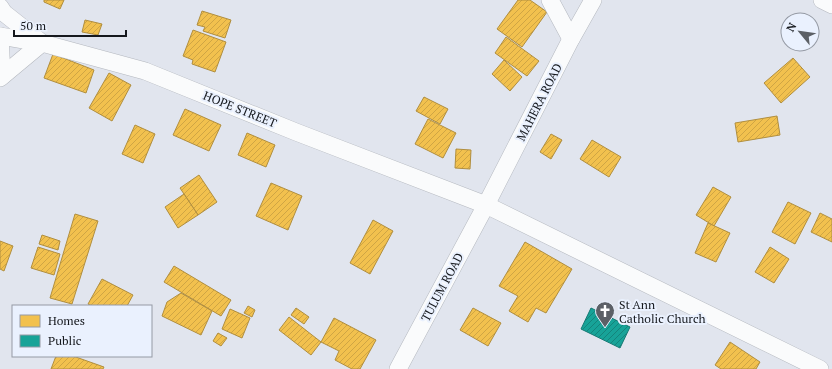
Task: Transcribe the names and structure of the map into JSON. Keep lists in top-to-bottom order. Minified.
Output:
{"streets":{"street":["MAHERA ROAD","HOPE STREET","TULUM ROAD"]},"crossings":[["MAHERA ROAD","HOPE STREET"],["MAHERA ROAD","TULUM ROAD"],["HOPE STREET","TULUM ROAD"]],"places":{"church":["St Ann Catholic Church"]},"legend":["Homes","Public"],"scale_bar":"50 m","north":"top left"}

▸ **EXERCISE REQUIREMENTS**
Output the data above exactly. Drop every picture.

▸ **RESULT OF THIS TASK**
Task: Transcribe the names and structure of the map into JSON. Keep lists in top-to-bottom order. Minified.
Output:
{"streets":{"street":["MAHERA ROAD","HOPE STREET","TULUM ROAD"]},"crossings":[["MAHERA ROAD","HOPE STREET"],["MAHERA ROAD","TULUM ROAD"],["HOPE STREET","TULUM ROAD"]],"places":{"church":["St Ann Catholic Church"]},"legend":["Homes","Public"],"scale_bar":"50 m","north":"top left"}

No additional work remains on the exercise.